Data shown:
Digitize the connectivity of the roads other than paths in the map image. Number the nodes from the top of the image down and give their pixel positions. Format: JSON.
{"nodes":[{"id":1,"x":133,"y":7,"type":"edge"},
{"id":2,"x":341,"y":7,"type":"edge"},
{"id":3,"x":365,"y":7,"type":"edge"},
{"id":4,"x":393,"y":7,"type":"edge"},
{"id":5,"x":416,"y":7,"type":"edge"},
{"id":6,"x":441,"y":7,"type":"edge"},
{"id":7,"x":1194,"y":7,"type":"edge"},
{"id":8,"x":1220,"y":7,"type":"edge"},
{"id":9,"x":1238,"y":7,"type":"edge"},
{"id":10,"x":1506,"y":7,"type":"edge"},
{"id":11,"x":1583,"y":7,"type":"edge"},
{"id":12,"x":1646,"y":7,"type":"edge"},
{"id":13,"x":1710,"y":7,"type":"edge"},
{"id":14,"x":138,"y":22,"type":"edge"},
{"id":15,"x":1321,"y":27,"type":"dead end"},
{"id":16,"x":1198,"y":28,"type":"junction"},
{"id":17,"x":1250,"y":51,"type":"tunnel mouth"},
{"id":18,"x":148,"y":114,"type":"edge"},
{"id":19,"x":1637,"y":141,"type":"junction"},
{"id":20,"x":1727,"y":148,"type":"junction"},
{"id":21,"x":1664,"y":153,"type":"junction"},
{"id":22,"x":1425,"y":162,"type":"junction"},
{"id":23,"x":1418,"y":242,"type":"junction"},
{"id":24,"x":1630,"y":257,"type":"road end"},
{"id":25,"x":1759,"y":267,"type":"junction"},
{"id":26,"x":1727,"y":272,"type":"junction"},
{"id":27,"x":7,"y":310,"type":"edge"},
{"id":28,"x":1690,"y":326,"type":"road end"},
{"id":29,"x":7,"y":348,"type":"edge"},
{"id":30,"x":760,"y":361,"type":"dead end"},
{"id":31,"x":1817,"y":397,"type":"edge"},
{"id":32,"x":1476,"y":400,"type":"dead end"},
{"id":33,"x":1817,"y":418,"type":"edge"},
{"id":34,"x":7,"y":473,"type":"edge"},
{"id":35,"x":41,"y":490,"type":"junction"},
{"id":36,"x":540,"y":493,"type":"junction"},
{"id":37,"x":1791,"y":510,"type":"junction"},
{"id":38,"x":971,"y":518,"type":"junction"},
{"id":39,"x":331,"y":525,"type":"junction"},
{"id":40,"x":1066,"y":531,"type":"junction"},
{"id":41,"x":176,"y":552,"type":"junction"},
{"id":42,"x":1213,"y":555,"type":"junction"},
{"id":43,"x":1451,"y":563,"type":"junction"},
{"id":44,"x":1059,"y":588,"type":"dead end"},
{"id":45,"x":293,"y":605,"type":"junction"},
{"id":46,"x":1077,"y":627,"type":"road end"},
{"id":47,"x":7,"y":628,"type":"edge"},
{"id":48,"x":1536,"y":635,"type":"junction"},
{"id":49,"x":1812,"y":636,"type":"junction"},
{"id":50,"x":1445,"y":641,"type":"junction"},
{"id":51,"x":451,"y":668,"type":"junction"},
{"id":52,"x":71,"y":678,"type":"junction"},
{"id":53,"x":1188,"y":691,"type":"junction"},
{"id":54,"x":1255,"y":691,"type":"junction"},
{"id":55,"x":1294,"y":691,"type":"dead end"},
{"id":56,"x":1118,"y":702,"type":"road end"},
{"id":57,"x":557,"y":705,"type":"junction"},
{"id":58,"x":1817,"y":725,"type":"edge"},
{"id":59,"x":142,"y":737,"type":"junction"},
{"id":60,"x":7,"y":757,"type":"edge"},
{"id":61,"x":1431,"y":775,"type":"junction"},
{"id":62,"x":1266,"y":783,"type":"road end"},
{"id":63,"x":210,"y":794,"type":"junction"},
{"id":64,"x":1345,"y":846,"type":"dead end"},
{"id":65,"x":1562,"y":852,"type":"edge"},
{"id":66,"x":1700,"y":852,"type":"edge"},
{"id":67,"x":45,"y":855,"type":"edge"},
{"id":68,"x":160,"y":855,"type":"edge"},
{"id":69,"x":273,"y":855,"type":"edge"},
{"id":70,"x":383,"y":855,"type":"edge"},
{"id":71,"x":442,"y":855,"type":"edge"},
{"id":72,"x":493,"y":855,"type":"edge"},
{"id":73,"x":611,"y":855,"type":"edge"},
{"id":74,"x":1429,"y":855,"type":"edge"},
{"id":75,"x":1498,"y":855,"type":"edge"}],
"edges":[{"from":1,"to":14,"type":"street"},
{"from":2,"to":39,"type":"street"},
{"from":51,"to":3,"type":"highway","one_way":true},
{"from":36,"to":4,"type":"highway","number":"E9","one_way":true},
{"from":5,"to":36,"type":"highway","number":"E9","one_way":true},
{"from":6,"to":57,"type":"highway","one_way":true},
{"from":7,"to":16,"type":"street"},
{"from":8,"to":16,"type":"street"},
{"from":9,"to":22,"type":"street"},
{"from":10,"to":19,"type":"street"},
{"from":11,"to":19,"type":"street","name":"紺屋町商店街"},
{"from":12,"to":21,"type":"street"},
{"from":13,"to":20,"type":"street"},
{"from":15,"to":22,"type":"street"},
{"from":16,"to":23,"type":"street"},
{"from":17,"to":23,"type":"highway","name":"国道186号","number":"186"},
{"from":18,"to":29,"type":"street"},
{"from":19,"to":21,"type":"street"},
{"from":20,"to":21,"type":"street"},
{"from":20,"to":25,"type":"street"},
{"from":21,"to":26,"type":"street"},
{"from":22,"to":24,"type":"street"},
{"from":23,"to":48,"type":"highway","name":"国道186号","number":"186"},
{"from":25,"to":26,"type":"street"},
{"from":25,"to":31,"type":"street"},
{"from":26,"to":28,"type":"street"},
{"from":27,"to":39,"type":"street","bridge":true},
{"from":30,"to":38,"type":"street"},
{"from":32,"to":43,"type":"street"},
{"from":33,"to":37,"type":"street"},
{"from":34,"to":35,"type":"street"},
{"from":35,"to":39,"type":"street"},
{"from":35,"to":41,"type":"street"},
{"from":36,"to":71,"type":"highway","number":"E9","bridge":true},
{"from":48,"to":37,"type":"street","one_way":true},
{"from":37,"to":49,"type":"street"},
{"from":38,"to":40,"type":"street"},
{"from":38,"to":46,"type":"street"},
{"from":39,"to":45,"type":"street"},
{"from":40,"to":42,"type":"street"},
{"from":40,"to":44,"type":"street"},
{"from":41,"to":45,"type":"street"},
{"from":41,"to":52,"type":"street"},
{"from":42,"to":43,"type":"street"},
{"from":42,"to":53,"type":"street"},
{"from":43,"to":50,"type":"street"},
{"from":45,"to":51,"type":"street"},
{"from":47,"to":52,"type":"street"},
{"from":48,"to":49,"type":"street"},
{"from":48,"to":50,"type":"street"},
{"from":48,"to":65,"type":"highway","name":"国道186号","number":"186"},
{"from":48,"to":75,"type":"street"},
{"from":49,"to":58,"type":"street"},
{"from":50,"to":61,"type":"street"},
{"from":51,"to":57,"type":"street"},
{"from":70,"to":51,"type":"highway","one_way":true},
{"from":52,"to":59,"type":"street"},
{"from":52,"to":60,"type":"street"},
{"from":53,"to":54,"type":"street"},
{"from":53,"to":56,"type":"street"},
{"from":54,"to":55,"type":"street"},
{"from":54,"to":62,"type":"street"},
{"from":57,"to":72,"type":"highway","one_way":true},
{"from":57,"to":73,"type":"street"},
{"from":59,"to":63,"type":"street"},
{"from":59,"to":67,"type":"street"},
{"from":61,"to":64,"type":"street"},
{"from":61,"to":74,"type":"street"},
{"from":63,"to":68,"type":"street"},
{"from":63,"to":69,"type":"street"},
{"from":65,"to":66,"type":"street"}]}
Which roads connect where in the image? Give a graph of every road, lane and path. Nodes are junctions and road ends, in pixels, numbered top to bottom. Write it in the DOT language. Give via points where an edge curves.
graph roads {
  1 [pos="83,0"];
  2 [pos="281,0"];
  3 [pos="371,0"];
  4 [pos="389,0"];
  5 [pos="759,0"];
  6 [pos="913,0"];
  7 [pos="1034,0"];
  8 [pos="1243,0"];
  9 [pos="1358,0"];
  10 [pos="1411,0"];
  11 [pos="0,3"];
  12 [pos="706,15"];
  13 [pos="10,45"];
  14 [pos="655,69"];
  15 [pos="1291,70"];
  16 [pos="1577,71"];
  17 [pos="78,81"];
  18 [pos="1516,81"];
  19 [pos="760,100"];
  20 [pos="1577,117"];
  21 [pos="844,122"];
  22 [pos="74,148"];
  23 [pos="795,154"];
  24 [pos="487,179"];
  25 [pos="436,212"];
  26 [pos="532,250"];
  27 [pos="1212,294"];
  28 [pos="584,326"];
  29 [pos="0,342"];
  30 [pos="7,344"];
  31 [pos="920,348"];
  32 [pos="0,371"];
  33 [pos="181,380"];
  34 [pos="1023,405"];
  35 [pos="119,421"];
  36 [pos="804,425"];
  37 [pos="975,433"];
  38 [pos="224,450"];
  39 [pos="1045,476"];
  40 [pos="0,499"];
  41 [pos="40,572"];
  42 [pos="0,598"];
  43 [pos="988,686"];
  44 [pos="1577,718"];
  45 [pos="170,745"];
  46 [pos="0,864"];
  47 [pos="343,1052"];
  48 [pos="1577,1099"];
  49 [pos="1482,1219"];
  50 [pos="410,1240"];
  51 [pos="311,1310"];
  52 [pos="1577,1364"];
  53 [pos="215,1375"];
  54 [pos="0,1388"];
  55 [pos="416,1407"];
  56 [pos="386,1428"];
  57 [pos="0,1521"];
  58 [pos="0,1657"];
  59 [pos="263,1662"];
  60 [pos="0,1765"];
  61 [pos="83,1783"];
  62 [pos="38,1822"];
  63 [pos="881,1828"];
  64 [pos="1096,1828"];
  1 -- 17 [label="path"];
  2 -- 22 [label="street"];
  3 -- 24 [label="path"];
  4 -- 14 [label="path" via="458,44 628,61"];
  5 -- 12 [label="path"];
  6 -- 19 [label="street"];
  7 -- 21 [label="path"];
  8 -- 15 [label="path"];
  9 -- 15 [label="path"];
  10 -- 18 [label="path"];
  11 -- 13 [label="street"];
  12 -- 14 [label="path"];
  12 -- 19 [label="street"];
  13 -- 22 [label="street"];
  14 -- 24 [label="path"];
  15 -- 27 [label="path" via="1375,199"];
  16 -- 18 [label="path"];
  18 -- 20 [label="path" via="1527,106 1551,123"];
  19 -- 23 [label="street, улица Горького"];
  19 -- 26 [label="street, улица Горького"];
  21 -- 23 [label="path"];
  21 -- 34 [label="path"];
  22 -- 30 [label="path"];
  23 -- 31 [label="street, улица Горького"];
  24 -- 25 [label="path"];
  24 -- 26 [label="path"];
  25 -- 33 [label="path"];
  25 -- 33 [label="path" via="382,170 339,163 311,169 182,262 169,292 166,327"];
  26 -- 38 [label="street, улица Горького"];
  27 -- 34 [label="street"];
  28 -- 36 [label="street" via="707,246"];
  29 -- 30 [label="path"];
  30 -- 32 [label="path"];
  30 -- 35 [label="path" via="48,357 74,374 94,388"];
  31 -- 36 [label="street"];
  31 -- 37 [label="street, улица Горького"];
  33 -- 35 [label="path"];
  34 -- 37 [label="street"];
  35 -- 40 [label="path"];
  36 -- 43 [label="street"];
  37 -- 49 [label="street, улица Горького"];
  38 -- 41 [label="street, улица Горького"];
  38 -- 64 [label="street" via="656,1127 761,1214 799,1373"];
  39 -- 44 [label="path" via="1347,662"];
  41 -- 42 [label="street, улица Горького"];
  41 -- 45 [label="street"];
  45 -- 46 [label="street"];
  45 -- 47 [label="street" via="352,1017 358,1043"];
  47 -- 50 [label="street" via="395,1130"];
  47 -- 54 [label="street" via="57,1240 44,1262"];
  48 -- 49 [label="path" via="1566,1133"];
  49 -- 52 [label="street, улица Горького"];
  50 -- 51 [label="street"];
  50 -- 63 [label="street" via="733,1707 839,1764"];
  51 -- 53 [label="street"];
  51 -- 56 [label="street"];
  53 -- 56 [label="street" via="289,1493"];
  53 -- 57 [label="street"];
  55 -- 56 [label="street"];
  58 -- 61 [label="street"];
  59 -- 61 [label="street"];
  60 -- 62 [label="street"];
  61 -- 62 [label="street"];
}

Your instructions:
Return every line of the entries above that the string "highway" appears in.

Expected answer:
{"from":51,"to":3,"type":"highway","one_way":true},
{"from":36,"to":4,"type":"highway","number":"E9","one_way":true},
{"from":5,"to":36,"type":"highway","number":"E9","one_way":true},
{"from":6,"to":57,"type":"highway","one_way":true},
{"from":17,"to":23,"type":"highway","name":"国道186号","number":"186"},
{"from":23,"to":48,"type":"highway","name":"国道186号","number":"186"},
{"from":36,"to":71,"type":"highway","number":"E9","bridge":true},
{"from":48,"to":65,"type":"highway","name":"国道186号","number":"186"},
{"from":70,"to":51,"type":"highway","one_way":true},
{"from":57,"to":72,"type":"highway","one_way":true},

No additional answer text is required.